Tiny is a small statically-typed language with an embeddable compiler and bytecode interpreter; it is designed to be easy to embed and does its best to avoid doing allocations/garbage collection.
You can use CMake to build a static library which you can integrate into your project
like any other. Alternatively, you can just copy the few files inside include and src into your project.
See Embedding Tiny for a quick tour of how to get started.
Here are a few examples of how Tiny can be used.
I've written a small game which is scripted using Tiny. This example makes no use of garbage collection; in fact, there is no dynamic allocation being done in the scripts at all.

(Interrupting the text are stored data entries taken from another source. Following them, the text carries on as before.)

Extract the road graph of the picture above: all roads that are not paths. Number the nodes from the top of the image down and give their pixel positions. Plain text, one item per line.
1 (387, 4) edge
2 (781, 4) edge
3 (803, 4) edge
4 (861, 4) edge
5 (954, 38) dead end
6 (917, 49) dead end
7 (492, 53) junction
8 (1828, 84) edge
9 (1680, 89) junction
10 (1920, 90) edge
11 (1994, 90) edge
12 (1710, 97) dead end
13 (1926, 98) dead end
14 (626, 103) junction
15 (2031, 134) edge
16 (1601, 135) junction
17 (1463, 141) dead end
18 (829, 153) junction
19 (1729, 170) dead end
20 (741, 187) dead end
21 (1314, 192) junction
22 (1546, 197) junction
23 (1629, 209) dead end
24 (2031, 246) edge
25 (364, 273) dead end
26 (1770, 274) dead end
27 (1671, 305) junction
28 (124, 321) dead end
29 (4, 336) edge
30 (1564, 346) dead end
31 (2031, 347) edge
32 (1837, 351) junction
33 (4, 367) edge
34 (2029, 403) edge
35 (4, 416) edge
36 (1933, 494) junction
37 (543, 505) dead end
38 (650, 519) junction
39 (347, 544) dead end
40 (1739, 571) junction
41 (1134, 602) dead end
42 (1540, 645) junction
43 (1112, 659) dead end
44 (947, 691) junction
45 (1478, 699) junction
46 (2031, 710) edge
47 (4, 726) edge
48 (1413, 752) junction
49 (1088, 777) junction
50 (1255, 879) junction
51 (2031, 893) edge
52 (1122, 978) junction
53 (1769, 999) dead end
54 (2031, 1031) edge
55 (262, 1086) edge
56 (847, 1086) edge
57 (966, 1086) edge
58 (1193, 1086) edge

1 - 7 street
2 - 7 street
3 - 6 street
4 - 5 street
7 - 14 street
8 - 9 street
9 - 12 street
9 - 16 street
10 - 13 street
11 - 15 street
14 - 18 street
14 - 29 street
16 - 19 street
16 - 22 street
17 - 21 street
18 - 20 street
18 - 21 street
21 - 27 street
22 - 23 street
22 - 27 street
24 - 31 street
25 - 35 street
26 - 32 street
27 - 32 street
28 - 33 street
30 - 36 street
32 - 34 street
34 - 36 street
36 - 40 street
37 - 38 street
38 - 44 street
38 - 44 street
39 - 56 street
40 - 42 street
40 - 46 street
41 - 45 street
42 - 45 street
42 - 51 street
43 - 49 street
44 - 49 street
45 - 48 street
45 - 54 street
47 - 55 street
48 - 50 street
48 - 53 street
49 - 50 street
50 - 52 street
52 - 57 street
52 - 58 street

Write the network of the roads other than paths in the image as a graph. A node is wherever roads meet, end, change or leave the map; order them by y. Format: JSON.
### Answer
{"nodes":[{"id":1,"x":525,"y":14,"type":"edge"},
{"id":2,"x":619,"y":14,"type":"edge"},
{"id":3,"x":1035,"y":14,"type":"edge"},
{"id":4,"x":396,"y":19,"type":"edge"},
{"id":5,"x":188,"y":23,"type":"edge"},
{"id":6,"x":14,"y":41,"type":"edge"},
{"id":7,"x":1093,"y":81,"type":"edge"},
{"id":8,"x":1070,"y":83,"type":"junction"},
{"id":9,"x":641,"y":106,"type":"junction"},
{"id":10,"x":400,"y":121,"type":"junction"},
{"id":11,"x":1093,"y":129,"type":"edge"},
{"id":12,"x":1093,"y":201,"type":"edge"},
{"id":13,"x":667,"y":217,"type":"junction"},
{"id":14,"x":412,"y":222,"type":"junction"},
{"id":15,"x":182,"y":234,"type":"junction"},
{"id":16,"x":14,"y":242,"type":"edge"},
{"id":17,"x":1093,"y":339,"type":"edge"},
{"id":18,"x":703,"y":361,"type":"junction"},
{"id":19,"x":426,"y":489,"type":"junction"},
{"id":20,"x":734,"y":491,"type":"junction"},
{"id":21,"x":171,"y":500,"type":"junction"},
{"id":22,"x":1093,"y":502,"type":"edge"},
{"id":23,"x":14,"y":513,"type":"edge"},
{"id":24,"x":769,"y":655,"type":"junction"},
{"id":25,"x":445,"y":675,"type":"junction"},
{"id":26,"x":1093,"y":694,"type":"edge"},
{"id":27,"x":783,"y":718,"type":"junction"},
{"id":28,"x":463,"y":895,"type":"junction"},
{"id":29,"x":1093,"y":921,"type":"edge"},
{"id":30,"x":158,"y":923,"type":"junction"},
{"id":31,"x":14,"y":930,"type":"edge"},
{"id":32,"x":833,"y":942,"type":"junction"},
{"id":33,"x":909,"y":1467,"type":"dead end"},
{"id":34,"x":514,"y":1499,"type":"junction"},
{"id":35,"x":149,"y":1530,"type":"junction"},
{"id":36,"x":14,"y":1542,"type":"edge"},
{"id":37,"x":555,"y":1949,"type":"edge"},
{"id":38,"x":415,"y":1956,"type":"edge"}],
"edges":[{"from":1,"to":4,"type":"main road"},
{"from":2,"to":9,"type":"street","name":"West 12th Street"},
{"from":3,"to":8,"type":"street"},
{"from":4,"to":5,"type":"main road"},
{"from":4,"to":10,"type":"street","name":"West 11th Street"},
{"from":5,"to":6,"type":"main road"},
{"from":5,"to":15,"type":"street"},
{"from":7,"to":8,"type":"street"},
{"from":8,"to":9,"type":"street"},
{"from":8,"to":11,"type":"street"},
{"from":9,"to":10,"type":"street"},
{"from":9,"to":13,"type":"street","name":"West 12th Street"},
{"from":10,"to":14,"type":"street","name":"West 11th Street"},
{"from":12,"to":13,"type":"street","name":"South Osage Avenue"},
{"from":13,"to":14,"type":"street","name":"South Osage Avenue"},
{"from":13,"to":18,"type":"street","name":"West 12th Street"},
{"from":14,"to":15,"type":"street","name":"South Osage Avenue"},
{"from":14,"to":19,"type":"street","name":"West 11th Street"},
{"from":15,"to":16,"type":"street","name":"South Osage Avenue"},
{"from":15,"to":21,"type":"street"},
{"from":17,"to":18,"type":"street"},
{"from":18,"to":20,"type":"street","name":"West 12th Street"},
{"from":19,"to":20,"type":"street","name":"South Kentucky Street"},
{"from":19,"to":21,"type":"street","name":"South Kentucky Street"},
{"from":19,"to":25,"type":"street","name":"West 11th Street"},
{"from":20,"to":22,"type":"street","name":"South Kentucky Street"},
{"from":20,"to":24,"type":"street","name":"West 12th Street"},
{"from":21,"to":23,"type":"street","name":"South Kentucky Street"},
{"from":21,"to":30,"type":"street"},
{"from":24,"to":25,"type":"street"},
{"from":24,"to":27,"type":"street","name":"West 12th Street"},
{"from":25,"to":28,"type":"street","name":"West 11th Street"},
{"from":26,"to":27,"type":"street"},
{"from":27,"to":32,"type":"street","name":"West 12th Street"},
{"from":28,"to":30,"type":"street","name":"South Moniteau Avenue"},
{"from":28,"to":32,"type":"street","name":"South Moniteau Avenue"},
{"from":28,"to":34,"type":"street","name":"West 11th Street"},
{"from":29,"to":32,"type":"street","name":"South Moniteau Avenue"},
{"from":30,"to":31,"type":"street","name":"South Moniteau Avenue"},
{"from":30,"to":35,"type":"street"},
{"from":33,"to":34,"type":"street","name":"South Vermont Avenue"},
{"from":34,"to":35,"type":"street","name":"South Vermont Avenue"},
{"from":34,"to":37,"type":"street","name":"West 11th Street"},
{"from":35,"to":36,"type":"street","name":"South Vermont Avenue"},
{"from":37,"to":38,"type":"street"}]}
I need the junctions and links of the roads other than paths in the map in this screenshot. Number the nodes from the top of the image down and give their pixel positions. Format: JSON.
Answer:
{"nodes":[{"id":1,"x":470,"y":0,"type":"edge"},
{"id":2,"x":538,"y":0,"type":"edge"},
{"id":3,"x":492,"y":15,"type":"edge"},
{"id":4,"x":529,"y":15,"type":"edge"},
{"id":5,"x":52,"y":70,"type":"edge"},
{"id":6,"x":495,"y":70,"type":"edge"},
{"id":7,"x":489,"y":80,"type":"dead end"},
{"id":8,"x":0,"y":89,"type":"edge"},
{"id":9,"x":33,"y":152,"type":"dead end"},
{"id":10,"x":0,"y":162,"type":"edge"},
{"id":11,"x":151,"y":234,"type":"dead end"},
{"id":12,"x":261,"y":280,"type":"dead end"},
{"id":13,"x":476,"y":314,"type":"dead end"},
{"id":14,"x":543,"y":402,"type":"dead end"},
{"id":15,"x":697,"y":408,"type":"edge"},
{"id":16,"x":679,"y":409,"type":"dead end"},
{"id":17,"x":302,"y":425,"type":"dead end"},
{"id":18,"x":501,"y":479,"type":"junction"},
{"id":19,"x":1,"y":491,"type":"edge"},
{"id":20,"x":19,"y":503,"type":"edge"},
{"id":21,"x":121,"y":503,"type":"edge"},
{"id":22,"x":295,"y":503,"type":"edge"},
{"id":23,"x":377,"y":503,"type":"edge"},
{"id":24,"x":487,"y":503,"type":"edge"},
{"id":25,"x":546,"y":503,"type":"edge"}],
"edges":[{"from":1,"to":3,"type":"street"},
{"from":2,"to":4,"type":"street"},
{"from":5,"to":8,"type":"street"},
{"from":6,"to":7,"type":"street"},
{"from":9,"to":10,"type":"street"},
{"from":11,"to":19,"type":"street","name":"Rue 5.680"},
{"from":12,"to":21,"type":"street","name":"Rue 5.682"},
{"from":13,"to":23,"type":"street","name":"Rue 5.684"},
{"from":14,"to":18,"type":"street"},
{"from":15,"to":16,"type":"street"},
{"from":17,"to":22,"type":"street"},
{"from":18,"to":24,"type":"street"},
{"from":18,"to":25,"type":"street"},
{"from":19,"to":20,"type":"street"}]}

You can find the code in the examples/game subdirectory of the repository. I made use of https://bitbucket.org/rmitton/tigr to facilitate the windowing, graphics and input.
Notice how every entity in the game has a Tiny_StateThread encapsulating its execution state. Since Tiny_StateThread is relatively lightweight, you can have hundreds, even thousands of them.
I got carried away and wrote a vim-like text editor using this language.
I wrote all the buffer manipulation and graphics code in C and then exposed an interface for the editor logic. Have a look at examples/notepad.
I created a webserver which is capable of handling a large amount of concurrent connections with a variety of web application
development utilities (async processing, routing, templating). Have a look at examples/server. I followed golang's
"Writing Web Applications" tutorial which guides users through making a wiki and replicated that in tiny.
I used Tiny for all of my Advent of Code 2024 solutions. I added a few quality-of-life features (foreach loops, array indexing, etc) but this added only ~200 lines to the compiler, and nothing to the runtime.
You can run the solutions by building terp in the examples and then running tiny_terp {day_whatever}.tiny and putting the input in inputs/{day_whatever}.txt in your working directory.